* [EXERCISE PROMPT]
Below are the records. Gather each line that holds "Dahlan".

[Stored data]
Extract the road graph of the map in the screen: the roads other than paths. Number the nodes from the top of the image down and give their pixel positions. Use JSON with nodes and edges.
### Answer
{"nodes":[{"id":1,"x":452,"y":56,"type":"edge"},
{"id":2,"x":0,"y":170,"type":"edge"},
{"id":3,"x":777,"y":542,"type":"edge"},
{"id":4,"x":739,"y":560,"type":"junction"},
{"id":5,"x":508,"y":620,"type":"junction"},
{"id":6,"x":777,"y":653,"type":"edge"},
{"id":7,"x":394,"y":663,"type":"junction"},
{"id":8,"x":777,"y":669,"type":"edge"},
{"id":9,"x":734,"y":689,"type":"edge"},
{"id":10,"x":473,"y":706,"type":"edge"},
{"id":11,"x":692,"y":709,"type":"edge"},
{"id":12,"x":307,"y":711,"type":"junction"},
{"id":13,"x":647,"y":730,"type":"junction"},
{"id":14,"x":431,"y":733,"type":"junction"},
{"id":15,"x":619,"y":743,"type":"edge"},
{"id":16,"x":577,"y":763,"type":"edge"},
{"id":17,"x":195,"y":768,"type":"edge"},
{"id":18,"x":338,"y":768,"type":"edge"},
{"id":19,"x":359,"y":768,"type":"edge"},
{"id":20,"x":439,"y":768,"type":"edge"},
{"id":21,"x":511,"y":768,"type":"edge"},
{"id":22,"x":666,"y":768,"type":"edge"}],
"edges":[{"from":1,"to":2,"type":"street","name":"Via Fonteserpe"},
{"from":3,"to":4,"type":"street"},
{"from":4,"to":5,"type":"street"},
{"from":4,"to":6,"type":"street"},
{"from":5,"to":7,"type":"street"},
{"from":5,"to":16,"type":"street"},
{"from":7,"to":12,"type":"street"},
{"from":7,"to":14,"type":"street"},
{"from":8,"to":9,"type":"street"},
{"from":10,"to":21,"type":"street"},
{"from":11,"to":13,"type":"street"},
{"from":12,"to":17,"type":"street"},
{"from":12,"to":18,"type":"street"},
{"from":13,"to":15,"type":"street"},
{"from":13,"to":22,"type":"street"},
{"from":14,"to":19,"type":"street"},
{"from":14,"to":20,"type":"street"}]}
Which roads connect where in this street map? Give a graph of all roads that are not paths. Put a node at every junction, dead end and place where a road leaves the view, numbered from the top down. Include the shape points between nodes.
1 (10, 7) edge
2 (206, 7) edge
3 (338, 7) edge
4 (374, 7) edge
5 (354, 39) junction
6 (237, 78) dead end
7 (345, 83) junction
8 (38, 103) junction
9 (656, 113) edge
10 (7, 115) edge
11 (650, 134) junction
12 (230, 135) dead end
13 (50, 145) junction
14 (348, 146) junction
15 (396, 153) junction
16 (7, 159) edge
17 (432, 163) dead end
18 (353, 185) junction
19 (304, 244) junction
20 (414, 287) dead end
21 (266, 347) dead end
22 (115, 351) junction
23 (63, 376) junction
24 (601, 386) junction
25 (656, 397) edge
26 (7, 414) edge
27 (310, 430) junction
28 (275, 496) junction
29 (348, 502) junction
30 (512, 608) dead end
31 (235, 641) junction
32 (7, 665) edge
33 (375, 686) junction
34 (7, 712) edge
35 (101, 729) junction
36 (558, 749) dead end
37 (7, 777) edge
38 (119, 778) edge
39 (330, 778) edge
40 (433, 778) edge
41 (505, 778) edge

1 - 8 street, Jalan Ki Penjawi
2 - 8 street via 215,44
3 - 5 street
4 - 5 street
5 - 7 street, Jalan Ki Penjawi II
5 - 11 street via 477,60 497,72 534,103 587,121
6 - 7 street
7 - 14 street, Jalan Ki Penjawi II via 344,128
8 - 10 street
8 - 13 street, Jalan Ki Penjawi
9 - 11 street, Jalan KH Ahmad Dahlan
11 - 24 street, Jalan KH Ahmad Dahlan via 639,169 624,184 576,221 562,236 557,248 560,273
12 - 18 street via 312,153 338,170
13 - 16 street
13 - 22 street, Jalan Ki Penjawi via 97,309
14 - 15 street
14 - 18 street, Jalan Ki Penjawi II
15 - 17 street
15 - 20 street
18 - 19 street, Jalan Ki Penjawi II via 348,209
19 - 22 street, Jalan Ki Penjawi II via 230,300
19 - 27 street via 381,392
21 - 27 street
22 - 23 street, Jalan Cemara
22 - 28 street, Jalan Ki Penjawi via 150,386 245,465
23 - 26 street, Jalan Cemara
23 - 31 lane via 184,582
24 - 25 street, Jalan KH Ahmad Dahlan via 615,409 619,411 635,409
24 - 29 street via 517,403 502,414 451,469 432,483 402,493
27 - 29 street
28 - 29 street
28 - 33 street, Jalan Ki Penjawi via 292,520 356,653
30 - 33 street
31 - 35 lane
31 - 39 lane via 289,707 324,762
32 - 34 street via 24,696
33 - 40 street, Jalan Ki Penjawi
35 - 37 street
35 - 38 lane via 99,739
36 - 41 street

* [SOLUTION TO THIS TASK]
9 - 11 street, Jalan KH Ahmad Dahlan
11 - 24 street, Jalan KH Ahmad Dahlan via 639,169 624,184 576,221 562,236 557,248 560,273
24 - 25 street, Jalan KH Ahmad Dahlan via 615,409 619,411 635,409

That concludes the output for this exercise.